Elle est la quatrième des 5 grandes fêtes de l'année liturgique (fêtes cardinales) après Pâques, Noël et la Pentecôte, l'Ascension étant la cinquième. Elle est célébrée le 1er dimanche de janvier qui suit le Jour de l'An. C'est l'une des plus anciennes fêtes de l'année liturgique.
Elle commémore :
- l'adoration des Mages venus de l'Orient pour reconnaître le Messie
- le baptême du Christ dans les eaux du Jourdain
- le premier miracle aux noces de Cana en Galilée (selon l'Evangile de Saint Jean II, 1-11).
A l'origine
Elle était célébrée par l'Eglise d'Orient chaque 6 janvier en commémoration de :
- la naissance du Christ
- son baptême
- le miracle des noces de Cana.
Mais la date véritable de la naissance de Jésus n'étant pas clairement connue et les Evangiles ne la mentionnant pas, en 354 l'Eglise d'Occident choisit (avec son pape Liberus) la date du 25 décembre pour célébrer la naissance charnelle du Christ.
Ce choix permettait de concurrencer les fêtes païennes du Solstice d'hiver (avec le Soleil comme divinité) et des Saturnales romaines qui avaient lieu de mi-décembre aux Calendes de Janvier et qui célébraient primitivement Saturne, puis le Sol Invictus, Mithra. L'Epiphanie quant à elle, se confondait avec cette date.

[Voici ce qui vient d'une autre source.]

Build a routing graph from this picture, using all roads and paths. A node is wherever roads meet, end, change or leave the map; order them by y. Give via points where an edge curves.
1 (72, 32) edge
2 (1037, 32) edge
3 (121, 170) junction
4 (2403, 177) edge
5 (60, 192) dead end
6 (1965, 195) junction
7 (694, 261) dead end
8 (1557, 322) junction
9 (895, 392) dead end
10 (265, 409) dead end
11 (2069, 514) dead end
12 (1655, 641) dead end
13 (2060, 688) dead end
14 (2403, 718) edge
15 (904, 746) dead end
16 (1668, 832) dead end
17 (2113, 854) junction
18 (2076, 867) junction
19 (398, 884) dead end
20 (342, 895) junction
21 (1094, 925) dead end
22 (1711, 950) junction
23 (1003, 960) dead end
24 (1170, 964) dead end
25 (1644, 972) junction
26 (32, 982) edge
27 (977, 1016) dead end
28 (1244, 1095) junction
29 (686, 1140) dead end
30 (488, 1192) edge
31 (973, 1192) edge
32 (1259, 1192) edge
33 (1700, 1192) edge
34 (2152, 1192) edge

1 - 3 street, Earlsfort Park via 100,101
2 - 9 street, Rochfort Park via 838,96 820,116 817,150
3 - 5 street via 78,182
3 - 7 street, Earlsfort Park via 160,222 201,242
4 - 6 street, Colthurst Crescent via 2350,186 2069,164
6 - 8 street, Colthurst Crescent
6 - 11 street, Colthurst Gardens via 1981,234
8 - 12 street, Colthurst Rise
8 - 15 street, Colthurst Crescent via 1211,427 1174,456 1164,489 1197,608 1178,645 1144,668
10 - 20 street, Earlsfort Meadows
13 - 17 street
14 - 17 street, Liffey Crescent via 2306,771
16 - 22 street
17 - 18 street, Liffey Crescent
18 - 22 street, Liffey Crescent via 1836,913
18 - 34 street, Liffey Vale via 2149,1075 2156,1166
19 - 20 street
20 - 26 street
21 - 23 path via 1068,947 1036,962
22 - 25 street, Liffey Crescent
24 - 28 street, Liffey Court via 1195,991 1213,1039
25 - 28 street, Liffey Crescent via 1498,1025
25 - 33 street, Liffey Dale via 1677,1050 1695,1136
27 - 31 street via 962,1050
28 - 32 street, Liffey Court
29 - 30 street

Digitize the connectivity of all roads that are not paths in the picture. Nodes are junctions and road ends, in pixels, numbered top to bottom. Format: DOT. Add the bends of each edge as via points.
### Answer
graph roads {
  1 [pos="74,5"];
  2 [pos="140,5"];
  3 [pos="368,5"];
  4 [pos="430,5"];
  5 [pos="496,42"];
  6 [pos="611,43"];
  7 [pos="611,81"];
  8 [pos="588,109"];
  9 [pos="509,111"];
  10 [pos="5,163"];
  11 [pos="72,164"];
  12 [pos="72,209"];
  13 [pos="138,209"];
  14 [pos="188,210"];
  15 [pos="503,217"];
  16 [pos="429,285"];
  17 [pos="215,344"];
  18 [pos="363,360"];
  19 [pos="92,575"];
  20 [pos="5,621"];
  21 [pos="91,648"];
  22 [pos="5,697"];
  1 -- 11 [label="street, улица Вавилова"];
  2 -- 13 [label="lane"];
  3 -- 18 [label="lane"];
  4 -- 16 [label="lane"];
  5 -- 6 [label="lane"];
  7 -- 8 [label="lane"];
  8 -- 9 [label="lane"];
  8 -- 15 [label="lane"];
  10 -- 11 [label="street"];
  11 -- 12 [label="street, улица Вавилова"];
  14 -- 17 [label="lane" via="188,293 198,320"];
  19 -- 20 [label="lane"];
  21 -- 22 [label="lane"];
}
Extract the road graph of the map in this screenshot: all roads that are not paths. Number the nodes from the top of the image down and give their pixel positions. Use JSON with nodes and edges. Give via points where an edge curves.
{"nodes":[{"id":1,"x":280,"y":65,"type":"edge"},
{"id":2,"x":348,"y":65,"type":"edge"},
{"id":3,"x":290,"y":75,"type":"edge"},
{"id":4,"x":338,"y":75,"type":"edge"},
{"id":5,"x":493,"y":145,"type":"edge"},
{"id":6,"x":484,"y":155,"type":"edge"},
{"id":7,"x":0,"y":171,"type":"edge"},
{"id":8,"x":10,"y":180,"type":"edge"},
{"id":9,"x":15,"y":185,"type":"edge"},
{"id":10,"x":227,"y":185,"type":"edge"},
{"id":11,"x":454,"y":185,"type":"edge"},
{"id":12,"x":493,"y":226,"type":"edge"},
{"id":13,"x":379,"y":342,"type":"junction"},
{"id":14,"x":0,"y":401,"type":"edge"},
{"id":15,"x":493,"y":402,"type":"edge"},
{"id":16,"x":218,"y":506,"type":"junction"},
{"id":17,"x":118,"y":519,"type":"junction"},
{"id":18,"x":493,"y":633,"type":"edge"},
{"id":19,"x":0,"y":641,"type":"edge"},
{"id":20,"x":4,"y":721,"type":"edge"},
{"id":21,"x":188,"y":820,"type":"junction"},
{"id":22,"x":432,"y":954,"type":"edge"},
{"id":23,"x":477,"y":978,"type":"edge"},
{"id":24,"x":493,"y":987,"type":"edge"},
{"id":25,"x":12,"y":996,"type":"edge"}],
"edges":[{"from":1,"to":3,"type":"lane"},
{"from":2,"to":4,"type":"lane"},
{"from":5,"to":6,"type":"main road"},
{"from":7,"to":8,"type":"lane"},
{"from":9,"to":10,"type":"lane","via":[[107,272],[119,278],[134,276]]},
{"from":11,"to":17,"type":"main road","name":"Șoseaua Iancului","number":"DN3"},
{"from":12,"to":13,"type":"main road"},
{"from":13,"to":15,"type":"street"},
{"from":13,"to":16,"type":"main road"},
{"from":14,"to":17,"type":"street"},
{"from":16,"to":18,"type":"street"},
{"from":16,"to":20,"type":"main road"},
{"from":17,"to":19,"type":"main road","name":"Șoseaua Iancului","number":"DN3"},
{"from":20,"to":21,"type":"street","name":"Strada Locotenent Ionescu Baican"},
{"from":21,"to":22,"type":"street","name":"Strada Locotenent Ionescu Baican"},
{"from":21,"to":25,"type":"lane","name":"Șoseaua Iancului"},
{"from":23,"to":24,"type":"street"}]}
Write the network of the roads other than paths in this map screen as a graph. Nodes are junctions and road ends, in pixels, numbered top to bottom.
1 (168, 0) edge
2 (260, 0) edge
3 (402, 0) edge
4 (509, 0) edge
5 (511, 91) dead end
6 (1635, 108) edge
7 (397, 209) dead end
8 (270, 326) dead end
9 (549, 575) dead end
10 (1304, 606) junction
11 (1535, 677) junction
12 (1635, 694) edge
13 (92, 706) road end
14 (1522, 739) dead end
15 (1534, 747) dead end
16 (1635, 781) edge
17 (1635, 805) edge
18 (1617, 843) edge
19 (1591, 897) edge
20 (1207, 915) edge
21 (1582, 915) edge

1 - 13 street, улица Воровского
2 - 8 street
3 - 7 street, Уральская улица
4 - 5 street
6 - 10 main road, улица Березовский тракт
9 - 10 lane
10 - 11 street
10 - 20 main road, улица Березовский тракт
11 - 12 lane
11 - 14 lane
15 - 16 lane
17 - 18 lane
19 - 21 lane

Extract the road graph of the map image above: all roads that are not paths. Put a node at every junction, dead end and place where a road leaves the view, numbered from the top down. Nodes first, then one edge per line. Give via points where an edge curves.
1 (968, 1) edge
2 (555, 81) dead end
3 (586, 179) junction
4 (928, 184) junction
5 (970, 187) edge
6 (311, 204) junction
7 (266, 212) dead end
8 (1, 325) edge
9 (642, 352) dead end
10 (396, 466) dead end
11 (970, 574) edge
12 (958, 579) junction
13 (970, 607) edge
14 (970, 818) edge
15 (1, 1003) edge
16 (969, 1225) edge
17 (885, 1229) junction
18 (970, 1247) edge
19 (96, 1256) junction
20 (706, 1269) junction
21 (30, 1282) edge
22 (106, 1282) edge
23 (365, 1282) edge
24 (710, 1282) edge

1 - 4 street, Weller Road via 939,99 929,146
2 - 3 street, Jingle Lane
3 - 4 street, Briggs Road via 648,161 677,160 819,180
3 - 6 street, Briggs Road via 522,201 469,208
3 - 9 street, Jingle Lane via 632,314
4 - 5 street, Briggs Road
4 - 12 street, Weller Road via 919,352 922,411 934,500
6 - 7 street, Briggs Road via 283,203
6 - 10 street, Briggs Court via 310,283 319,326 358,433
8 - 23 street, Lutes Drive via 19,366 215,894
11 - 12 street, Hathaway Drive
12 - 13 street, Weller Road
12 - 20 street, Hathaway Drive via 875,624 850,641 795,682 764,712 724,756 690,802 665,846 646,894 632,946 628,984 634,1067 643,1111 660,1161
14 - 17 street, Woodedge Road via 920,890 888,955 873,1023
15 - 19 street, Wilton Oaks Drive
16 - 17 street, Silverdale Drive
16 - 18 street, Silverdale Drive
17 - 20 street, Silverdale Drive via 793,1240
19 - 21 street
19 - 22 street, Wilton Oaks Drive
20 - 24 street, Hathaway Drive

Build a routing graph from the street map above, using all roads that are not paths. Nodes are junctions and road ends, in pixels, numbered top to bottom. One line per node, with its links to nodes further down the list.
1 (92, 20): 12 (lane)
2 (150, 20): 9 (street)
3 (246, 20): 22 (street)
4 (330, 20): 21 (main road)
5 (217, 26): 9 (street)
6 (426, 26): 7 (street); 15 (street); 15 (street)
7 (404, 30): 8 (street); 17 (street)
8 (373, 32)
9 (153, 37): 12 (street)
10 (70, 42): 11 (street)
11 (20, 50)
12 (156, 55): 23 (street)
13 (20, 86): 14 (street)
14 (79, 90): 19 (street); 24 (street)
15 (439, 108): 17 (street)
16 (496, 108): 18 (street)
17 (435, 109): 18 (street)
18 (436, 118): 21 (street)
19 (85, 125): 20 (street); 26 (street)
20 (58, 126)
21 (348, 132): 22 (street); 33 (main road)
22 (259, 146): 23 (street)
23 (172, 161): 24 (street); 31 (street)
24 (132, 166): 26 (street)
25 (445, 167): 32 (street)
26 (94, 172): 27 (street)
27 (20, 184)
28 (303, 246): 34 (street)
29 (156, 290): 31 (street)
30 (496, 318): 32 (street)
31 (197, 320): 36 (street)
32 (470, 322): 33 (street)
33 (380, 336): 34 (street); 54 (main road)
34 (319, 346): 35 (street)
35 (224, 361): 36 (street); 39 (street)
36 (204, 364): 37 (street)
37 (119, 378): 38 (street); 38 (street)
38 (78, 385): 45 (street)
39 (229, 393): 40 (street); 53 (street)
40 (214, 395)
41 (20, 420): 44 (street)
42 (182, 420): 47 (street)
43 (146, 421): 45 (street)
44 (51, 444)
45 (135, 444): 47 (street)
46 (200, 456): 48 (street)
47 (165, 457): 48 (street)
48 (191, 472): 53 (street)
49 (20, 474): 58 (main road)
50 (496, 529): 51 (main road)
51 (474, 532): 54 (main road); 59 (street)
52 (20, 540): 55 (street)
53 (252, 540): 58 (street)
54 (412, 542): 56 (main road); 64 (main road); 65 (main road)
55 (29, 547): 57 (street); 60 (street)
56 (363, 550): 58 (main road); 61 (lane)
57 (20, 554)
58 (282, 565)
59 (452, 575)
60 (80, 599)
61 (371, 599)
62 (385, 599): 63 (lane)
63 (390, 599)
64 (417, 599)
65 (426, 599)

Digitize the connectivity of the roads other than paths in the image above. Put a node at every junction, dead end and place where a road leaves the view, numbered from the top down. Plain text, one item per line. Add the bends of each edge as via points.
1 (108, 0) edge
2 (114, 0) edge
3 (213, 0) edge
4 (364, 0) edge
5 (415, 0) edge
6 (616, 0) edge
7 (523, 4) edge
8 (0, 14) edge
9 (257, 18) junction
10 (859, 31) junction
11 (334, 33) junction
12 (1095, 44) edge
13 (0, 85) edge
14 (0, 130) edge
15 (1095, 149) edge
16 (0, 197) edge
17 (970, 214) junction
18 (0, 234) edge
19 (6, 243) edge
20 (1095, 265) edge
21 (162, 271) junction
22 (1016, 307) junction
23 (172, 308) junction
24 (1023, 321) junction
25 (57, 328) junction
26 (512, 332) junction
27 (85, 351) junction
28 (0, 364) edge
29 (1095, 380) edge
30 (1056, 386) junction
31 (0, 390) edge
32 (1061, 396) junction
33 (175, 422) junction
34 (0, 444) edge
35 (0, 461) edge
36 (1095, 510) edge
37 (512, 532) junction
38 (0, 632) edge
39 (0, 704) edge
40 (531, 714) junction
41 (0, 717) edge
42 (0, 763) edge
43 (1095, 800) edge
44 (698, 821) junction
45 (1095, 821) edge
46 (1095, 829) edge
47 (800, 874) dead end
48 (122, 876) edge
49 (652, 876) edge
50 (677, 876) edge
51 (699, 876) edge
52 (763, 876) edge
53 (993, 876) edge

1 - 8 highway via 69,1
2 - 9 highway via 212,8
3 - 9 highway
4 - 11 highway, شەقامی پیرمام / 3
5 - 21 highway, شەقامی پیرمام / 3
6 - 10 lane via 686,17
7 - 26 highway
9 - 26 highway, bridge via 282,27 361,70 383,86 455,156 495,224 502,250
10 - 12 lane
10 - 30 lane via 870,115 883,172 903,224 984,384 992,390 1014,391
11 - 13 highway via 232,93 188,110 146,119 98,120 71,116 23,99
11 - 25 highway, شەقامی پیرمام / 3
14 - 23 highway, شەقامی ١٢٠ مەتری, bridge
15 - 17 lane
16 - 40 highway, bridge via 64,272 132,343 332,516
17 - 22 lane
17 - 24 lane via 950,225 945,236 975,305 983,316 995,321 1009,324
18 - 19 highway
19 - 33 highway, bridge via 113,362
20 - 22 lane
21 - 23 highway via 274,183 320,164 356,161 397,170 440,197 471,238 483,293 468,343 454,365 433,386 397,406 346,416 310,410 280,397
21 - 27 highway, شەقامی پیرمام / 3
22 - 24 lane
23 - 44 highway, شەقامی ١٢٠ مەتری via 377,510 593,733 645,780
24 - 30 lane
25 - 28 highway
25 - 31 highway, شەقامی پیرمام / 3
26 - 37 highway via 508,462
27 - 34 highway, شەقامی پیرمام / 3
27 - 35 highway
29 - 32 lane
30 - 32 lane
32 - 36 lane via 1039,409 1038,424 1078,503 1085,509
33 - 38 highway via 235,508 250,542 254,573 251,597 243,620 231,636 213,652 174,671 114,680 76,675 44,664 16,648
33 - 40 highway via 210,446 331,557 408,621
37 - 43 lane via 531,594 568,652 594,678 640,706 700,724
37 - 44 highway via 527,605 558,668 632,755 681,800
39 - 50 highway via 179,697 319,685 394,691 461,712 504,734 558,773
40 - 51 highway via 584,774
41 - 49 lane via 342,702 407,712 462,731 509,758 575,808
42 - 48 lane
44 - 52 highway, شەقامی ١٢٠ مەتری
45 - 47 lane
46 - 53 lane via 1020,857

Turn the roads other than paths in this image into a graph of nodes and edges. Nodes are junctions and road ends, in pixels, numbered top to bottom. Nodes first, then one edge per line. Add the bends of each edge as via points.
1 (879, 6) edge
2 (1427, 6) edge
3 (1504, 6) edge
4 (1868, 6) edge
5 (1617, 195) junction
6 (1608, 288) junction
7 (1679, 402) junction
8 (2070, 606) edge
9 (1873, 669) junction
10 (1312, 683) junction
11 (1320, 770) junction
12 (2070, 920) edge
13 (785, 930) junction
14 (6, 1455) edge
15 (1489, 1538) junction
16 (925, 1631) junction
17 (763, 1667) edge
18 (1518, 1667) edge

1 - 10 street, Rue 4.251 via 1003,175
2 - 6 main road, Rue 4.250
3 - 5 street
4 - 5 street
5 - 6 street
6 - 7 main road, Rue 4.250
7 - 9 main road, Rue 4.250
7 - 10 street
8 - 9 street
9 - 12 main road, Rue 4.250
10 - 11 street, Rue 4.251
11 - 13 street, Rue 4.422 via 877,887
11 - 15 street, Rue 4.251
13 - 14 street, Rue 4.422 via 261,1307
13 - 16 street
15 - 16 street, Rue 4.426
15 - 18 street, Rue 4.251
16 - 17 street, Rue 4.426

Et à la suite d'influences réciproques entre les deux Eglises, celle d'Occident adopta la date utilisée par celle d'Orient, soit le 6 janvier pour la manifestation glorieuse du Christ aux hommes, c'est-à-dire l'Epiphanie.
Cette date fut longtemps maintenue, mais aujourd'hui, l'Epiphanie a lieu le premier dimanche qui suit le Jour de l'An.
Au fil du temps, la ferveur populaire de l'Occident se focalisa sur l'adoration des Mages, et c'est surtout cette commémoration qui perdure aujourd'hui.
A noter que les révolutionnaires de 1793 ont tenté de "couper la tête" à la fête des Rois (en même temps qu'ils ont coupé des têtes royales). Raté ! La fête a effectué un vigoureux rétablissement en l'An VII.